To fulfill his extreme loneliness and need for something to fill the void of cause in his life, Younger Brother turns to a more significant cause in helping Coalhouse in his cause. When Younger Brother devotes himself to this cause, I feel like it isn't because he believes in what Coalhouse is fighting for, which at this point, is more than his vandalized car, but because he truly needs something in his life before he starts to self destruct. He's a very degenerate character who could, at any point, do something rash that could hurt himself or others. Ironically, he makes bombs. This incident that Coalhouse was victimized, happened at least in the same town as Younger Brother, and he could've believed in the related civil rights cause. However, Younger Brother's final stand in trying to fill the void in his life whose origins we don't even know, has seemingly nothing to do with Younger Brother in any way. He may have read about the Mexican Revolution in the newspaper, but to actually go all the way from New York to Mexico to participate and ultimately die for this cause seems a bit far. The only thing I can come up with as to how this relates to Younger Brother's story is that he must've been extremely desperate to find something to do after Coalhouse's surrender. He must've been addicted to the feeling of rebellion and living for something, which is what, in the end, killed him. 

Sunday, February 2, 2014

Nonfictional characters

I've read many non fiction books before, and I've read many fiction books before, but I've never read a book that incorporates nonfictional historical characters into a fictional story like Ragtime does. Additionally, each "real" character serves a different purpose in the overall landscape of the book. JP Morgan, for example, can be used to show the vast contrast between the lifestyle of the rich and the lifestyle of the poor or even upper middle class. He lives so lavishly that it makes us readers wonder if he really needs every ancient Egyptian artifact.

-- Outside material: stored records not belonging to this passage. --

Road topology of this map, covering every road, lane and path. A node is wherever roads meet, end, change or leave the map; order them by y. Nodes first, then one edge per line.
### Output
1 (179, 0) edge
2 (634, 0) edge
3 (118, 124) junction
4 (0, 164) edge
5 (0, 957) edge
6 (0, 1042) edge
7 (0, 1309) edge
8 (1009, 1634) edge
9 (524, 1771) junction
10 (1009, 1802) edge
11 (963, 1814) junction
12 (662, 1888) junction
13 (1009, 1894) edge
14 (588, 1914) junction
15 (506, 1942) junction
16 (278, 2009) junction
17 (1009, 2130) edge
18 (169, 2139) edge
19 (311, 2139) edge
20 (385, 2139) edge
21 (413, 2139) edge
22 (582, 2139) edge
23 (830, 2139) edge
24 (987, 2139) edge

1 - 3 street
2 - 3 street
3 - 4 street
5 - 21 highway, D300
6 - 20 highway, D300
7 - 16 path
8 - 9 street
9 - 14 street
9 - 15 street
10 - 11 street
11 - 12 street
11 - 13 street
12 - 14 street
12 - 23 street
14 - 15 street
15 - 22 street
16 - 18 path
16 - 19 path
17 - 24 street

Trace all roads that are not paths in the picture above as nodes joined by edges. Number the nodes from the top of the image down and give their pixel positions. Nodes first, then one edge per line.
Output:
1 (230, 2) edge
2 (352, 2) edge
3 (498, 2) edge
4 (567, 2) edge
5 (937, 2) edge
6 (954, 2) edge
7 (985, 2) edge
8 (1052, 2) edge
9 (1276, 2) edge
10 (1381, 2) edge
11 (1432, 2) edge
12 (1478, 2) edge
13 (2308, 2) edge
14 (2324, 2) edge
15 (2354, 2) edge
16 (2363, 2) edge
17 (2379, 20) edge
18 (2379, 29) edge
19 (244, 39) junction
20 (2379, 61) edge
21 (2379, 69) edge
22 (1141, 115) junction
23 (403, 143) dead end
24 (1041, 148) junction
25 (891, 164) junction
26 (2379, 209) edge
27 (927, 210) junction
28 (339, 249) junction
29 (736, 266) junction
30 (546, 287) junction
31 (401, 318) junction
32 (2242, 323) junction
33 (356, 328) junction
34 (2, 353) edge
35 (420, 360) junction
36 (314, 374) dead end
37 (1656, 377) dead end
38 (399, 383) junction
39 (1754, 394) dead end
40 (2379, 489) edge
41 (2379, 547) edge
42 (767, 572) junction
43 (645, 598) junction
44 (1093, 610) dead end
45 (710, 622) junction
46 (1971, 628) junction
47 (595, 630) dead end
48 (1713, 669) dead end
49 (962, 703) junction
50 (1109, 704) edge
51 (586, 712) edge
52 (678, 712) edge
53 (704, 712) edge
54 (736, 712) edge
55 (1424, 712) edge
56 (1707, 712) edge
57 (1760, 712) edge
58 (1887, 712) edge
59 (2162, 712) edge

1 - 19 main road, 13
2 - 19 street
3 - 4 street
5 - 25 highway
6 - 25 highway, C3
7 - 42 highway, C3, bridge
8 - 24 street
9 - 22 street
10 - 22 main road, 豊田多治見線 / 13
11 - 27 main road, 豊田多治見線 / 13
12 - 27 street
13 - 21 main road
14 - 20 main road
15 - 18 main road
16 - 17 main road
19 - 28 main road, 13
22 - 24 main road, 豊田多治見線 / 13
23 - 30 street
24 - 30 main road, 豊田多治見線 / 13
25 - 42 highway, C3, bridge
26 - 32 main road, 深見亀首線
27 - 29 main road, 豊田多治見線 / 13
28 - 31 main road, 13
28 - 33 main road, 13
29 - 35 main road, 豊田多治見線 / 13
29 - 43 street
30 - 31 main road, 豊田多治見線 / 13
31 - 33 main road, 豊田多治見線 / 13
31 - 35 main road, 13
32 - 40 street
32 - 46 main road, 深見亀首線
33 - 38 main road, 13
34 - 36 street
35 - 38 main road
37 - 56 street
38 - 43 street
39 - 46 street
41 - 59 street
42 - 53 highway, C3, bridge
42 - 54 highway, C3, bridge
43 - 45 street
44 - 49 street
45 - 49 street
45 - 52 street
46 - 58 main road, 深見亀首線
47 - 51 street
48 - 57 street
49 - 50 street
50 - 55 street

Another historical character in Ragtime is Harry Houdini. Houdini relies greatly on his motherland cannot function very well when she dies, so he starts spending time looking into the supernatural and communication with the dead. In reality, Houdini was very close to his mother, even presenting her in style at a ball one time. In the book, Houdini is seen as a character with upper class wealth but still finds himself performing and hanging out with lower class people. This creates a wonderful contrast between Morgan, a man who gained his wealth through banking and being in a wealthy family, versus Houdini, whose wealth was attained by performing amazing feats of escape. The difference here is obvious, banking is an upper class way to get wealth while performing escape seems more like saloon entertainment.

Henry Ford is another well known character in history who is placed in this book to create a backdrop for what is happening at the time of Ragtime. Ford comes from a non-wealthy background but makes gobs of money with Ford Motors and the invention of the assembly line. Ford seems somewhere in between Morgan and Houdini, having risen from nothing, but having inserted himself --unlike Houdini-- into the upper class. In the course of history, As well as creating a long lasting car company, Ford helped industrialize the nation, reducing the need for skilled workers and making factory workers less personalized and more like machines.

Some nonfictional characters are introduced into the novel to help or hinder the arguments of the more important fictional characters in the book. Specifically, Emma Goldman and Booker T. Washington. Goldman is introduced earlier in the book as a political activist who initially spurns Tateh's hatred for Evelyn Nesbit, the sex symbol of the Ragtime era. Goldman is reintroduced in the novel near the end to back up Coalhouse Walker's rebellious cause. Booker T. Washington, however, is brought into the novel for quite a different reason. Washington is extremely against Walker's cause. He believes that black people should earn their rights through peace and friendship to get help from white people.

Washington and Goldman, as well as many other nonfictional characters are brought into Ragtime in order to connect and to contrast with the arguments of the more important fictional characters in the book.